Sometimes patents are roundly praised here on AI while other times they're ridiculed. Depends I suppose on who did the patenting?
Your example isn’t relevant here because these companies both make use of their patent portfolios to make products and thus move the industry forward. (I.E. the use of a public system to advance public interests.)
What I haven’t attempted to do is speak to the individual merits of the case - rather more broadly about the, perhaps unintended, consequences of not allowing recourse.
If there is a company in name only, there is remarkably little recourse even if the patents are invalidated upon review.
Edit: Also just have a thought about what it would mean if every patent held should be levied against all possible infringers - despite no evidence of damages.
Consider this too: a huge company like Apple or IBM or Google has almost unlimited resources to experiment and practice and play with ideas that end up behind patents and never used, which applies to most of 'em. Then along comes a small company or startup who actually plans to create a product using techniques that might be similar to the claims contained in an unused patent that Apple might own as an example. Is the intent of patents to be moving technology forward and useful to US industry and trade or to allow hoarding of worthy inventions and withhold them from any potential upstart or competitor and hinder technology?
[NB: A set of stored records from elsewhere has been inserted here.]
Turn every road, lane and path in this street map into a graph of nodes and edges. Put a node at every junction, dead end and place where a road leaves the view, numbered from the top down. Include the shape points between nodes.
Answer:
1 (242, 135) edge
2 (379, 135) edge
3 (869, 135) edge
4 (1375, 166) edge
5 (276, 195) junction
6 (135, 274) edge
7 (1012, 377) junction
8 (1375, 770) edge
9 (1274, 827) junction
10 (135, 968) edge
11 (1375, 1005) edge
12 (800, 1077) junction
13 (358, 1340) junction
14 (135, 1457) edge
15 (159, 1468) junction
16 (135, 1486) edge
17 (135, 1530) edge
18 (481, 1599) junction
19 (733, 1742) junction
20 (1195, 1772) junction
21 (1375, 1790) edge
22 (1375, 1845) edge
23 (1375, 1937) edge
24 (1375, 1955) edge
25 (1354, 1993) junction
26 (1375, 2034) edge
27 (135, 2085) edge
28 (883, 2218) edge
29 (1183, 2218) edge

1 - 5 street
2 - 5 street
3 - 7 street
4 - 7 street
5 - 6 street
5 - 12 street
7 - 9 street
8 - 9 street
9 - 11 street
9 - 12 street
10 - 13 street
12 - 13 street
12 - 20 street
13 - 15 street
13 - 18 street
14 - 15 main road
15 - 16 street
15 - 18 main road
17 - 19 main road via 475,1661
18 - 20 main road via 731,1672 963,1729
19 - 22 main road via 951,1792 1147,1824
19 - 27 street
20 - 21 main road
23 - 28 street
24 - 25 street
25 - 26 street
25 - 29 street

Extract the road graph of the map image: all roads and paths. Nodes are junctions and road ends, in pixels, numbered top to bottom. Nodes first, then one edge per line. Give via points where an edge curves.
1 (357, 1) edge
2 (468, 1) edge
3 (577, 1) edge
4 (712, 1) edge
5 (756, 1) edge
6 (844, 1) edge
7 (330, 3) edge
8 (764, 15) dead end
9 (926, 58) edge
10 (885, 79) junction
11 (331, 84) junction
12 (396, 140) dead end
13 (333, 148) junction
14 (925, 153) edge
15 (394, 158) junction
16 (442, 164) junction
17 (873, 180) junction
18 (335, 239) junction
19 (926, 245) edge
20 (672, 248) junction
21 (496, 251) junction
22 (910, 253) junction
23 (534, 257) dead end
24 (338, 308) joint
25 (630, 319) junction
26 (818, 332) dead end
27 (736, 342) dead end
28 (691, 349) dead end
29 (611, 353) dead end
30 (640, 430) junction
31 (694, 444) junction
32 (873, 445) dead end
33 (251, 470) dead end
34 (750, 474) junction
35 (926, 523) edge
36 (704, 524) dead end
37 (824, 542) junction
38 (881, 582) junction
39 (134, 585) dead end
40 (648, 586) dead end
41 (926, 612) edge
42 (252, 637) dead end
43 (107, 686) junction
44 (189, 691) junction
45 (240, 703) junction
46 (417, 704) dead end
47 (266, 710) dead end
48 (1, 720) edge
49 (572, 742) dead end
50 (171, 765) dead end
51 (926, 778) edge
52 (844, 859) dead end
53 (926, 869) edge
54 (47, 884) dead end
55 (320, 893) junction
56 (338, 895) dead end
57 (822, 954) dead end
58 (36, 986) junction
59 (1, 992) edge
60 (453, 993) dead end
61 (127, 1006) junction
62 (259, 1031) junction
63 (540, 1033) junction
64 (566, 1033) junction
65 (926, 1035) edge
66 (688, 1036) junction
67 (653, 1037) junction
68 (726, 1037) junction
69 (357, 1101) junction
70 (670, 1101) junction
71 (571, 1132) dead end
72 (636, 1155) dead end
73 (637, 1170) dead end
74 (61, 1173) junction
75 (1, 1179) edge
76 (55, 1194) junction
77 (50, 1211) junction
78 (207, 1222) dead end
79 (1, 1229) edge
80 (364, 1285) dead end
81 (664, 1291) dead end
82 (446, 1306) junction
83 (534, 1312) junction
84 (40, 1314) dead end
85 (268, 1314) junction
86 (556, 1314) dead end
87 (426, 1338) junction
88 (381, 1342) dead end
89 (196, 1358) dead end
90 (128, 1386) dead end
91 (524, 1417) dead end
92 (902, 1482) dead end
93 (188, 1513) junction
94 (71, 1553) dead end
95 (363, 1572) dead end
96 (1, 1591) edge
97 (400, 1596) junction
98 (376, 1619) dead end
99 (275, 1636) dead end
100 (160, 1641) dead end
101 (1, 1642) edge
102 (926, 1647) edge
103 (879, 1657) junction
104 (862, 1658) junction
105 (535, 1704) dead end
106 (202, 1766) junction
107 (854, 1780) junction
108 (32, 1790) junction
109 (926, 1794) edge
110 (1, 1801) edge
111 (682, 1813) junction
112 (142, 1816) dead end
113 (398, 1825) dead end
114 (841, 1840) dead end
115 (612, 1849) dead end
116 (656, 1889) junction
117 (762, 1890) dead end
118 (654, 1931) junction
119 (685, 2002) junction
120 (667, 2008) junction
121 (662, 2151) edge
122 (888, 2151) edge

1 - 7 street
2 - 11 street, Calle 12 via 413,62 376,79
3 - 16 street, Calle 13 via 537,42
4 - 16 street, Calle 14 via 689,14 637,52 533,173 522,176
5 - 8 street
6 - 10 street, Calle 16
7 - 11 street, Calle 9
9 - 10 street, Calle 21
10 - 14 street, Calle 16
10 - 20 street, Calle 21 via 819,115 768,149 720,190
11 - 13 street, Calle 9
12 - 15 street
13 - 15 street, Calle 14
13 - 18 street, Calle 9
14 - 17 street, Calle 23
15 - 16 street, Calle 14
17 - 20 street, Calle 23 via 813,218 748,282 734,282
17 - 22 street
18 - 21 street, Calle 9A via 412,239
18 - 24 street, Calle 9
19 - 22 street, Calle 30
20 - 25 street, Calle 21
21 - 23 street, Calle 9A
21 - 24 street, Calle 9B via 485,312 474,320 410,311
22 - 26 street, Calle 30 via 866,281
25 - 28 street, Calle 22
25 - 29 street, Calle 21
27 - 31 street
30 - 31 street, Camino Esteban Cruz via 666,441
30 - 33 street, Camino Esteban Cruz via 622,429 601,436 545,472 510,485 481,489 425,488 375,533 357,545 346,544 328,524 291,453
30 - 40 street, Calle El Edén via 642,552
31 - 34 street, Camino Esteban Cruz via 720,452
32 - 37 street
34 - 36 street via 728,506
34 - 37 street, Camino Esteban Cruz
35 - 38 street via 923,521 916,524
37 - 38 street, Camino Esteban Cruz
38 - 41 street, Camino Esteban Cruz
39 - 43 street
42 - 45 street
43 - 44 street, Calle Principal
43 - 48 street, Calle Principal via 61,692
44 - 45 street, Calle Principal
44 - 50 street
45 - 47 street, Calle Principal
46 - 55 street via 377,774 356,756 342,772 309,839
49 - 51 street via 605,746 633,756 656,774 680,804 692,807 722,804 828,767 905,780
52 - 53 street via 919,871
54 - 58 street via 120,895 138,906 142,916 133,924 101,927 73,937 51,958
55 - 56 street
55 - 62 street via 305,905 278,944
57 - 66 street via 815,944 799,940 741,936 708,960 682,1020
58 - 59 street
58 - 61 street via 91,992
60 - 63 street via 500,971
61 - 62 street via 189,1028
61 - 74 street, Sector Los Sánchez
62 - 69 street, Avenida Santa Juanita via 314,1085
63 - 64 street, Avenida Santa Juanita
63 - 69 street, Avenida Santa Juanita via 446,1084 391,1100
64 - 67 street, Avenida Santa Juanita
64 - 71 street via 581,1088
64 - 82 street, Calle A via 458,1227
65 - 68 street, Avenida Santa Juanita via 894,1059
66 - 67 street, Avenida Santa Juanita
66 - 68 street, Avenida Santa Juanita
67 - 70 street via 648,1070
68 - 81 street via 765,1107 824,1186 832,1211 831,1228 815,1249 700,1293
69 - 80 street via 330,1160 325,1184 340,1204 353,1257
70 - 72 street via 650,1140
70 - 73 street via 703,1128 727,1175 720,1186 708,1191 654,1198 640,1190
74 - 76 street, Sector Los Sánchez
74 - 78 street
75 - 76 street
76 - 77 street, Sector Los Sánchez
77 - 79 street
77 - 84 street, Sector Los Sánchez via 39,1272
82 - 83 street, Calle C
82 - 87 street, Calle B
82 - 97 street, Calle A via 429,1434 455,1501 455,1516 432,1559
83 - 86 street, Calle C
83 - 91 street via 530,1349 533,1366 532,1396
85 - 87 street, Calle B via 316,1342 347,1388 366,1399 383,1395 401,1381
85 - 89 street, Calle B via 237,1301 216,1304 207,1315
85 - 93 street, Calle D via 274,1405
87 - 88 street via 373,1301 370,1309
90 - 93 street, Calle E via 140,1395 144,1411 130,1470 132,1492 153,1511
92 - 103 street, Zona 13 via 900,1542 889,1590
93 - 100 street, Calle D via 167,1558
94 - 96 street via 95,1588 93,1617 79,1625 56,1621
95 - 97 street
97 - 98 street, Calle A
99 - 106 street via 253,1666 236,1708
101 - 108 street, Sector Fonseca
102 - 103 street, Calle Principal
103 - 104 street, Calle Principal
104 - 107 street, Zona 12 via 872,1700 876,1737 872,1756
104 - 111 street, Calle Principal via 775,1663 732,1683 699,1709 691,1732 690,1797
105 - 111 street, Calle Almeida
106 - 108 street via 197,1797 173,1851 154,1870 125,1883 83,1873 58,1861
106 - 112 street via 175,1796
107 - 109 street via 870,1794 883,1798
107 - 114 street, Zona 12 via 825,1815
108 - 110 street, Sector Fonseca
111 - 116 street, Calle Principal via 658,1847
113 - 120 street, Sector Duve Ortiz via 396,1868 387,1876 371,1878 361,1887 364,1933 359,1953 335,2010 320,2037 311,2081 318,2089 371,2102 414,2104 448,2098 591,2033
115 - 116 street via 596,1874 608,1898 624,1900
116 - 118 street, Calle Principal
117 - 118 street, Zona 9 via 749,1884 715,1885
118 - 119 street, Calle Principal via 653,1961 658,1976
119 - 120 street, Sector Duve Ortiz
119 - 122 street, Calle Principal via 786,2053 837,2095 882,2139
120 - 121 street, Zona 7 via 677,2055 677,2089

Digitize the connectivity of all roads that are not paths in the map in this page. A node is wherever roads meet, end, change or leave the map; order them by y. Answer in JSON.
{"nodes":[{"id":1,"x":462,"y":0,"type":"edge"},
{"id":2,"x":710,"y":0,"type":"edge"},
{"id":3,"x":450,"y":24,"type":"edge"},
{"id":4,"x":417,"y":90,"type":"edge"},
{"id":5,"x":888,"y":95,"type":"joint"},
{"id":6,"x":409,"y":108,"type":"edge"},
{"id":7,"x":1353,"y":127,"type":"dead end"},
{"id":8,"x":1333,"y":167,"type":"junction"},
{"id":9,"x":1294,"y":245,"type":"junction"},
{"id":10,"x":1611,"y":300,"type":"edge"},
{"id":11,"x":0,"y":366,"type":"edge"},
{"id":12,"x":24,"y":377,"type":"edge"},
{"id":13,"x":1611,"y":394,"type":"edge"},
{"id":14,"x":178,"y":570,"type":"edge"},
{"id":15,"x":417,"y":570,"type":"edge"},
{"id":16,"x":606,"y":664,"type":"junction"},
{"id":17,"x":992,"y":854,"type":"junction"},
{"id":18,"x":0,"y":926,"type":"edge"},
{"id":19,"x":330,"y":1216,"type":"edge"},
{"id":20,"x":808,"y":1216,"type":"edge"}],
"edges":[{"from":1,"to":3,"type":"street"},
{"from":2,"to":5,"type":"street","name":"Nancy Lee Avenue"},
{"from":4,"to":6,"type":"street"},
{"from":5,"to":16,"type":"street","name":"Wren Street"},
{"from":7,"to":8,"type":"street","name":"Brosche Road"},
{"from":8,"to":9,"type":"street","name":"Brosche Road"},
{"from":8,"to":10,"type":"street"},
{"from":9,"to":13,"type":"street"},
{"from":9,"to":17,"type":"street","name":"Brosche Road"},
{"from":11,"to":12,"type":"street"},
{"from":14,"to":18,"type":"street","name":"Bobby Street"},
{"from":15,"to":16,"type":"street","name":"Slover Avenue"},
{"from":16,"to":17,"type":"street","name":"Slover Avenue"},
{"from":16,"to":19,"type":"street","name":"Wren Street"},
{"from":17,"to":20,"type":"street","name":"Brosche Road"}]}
ADDED - From VirnetX CEO today...
"We are extremely pleased with the Supreme Court's decision not to hear Apple's writ of certiorari," said Kendall Larsen , VirnetX CEO and President. "It has taken us 10 long years, 4 successful jury trials, 2 successful Appellate Court rulings and a favorable Supreme Court decision to get here. We believe in the fairness of the American justice system and have respectfully played by its rules no matter how arduous. We trust Apple will honor the decisions rendered by our courts and their esteemed judges and honor an agreement to abide by the court's decision."
"We are a small company with valuable security technology. The inventors of that technology have senior level positions at VirnetX. It has always been our objective to create our own products with our proprietary technology. Unfortunately, when other companies are using your technology without permission, you must take action to protect that company asset," continued Kendall Larsen . "We have always believed that we were in the right with our court actions against Apple. Four juries and countless judges agree. We believe that our technology provides an important security feature in some Apple products especially the iPhone. The jury award we received and confirmed by Federal judges, is less than a quarter of one percent of the cost of an iPhone. We believe this amount is more than fair considering the importance of Internet security."